WB实验技术介绍【新手入门】
来源/作者:普拉特泽生物-医学整体课题外包
到九月了哦~娇小可爱的萌新师妹来了哦,有木有很开心呀!!
那么问题就来了:论如何在师妹面前装一手好Bility呢?不想装Bility的科研狗可不是正经科研狗,装不了Bility的科研狗更是没能力的科研狗!
正所谓:爱也WB(顺利一跑就跑出来了),恨也WB(不顺利作死的也跑不出)。作为科研工作的基础实验技术,晓其原理、知其操作、懂其分析,并能做出一块“内参条带均匀平整,目的条带错落有序”的好膜,必将助你在装Bility路上独领风骚!
下面就简单介绍下WB实验技术:
1. Western blot是干啥的。简单来说就是①检测蛋白质混合溶液中某种特定蛋白质的存在与否(定性);②确定同一蛋白质在不同样本中的多与少(半定量)。
2. 内参蛋白是啥玩意。内参就是内部参照,对于哺乳动物来说一般是指由管家基因编码表达的蛋白,它们在各组织和细胞中的表达相对恒定。比如常用的内参β-actin即肌动蛋白,是细胞的一种重要骨架蛋白。依据不同的目的蛋白选择合适的内参。
3. BCA法是个啥。碱性环境下蛋白质将二价铜离子还原成一价铜离子,BCA与一价铜离子结合形成紫蓝色络合物,在562nm处有最大吸光值且与蛋白浓度成正比。(个人觉得可以顺带给师妹讲一下ELISA酶联免疫吸附反应)
4. 电泳之PAGE的浓缩效应与分子筛作用。①电泳开始阶段,由于不连续pH梯度而将样品压缩成一条狭窄区带,提高分离效果;②PAGE具有三维网状结构,能起分子筛作用。

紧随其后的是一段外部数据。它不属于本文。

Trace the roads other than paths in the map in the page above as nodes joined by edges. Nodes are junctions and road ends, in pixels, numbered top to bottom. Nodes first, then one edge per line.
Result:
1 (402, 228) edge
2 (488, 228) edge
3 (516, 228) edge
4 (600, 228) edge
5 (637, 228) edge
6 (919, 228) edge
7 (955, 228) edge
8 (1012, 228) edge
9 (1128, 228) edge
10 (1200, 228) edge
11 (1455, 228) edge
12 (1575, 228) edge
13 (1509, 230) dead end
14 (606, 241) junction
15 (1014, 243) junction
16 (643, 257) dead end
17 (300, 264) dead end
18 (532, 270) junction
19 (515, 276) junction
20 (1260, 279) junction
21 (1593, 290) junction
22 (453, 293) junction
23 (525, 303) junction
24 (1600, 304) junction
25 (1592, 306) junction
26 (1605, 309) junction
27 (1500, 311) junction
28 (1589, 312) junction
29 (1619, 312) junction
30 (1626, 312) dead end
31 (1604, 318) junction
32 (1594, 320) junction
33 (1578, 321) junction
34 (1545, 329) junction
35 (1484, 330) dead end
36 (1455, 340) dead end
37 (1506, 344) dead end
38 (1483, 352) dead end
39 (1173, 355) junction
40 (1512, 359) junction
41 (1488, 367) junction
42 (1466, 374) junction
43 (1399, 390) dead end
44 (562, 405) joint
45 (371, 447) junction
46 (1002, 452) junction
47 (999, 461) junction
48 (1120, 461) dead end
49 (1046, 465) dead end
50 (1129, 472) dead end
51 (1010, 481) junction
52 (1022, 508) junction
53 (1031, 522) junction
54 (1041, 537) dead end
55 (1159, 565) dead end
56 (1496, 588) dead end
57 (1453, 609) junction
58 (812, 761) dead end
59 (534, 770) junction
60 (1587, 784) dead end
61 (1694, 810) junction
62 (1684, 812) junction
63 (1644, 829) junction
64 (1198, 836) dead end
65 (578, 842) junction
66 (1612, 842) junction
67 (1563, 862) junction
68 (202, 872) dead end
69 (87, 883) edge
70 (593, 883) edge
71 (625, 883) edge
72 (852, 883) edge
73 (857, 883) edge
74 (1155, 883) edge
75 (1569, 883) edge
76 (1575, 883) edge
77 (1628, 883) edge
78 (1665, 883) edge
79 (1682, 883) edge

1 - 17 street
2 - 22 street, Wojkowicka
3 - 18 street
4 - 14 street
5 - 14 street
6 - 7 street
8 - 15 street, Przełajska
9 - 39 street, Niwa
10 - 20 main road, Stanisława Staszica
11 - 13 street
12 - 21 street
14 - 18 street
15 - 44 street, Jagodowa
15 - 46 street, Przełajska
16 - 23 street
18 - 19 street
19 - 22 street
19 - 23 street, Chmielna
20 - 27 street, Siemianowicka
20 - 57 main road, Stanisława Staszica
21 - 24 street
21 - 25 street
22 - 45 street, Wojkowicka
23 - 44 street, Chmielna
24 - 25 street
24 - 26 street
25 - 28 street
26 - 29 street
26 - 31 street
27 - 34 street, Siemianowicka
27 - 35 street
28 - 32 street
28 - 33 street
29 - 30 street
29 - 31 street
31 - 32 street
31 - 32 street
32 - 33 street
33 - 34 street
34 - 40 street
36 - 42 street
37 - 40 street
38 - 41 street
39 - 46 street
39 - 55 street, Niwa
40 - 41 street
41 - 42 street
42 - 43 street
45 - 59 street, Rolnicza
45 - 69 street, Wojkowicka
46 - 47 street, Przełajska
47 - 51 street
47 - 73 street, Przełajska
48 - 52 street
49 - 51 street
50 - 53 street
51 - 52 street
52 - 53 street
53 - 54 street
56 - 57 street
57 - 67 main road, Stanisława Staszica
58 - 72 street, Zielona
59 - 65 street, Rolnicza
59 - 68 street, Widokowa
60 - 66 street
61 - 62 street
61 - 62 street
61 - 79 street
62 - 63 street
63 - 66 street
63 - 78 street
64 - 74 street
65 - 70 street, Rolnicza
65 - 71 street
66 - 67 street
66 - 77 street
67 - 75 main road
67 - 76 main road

5. 蛋白变性之SDS。影响电泳的3因素:蛋白质的大小、形状及所带电荷。①SDS结合蛋白质后再加热,能把折叠的蛋白质打开,排除形状的影响;②SDS带强负电荷,结合蛋白质后使其原有电荷微不足道,排除所带电荷的影响。SO,电泳结果只跟蛋白质分子量有关。
6. 十万个为什么之封水。封水目的是是分离胶表面平直并排除气泡,so,均匀且匀速,可以轻微晃荡(轻微啊!晃不好别怪我!)。胶水之间形成清晰界面是凝胶聚好的标志。
7. 十万个为什么之上样量一致。这个就不用多讲了吧。上样量不一致蛋白质含量不一致,最后的条带结果有什么意义呢?
8. 转膜的故事。这个也比较简单,手轻点不要弄破了、不要有气泡、膜的大小适合(PVDF膜还是有点小贵的,年轻人不要浪费!)。最好做个标记(我会在一个角剪一丢丢),标记正反面哦!
9. 封闭与抗体孵育的故事。一抗特异性结合蛋白质,标记有HRP(跟显色底物反应)的二抗特异性的结合一抗,易于检测。封闭就是为了防止抗体与膜的非特异性结合产生高背景。我一般一抗用一次,二抗回收(最多用三次)。脱脂牛奶容易发臭的!用不完及时丢!
一点小建议:
①请做一块好胶!胶的影响挺大的。玻璃板洗干净一点!
②预实验一定要做!怎么也得有三个抗体梯度吧。不然一顿操作猛如虎,条带结果一团糊。
③请做好个人防护,制胶材料有很多神经毒素的!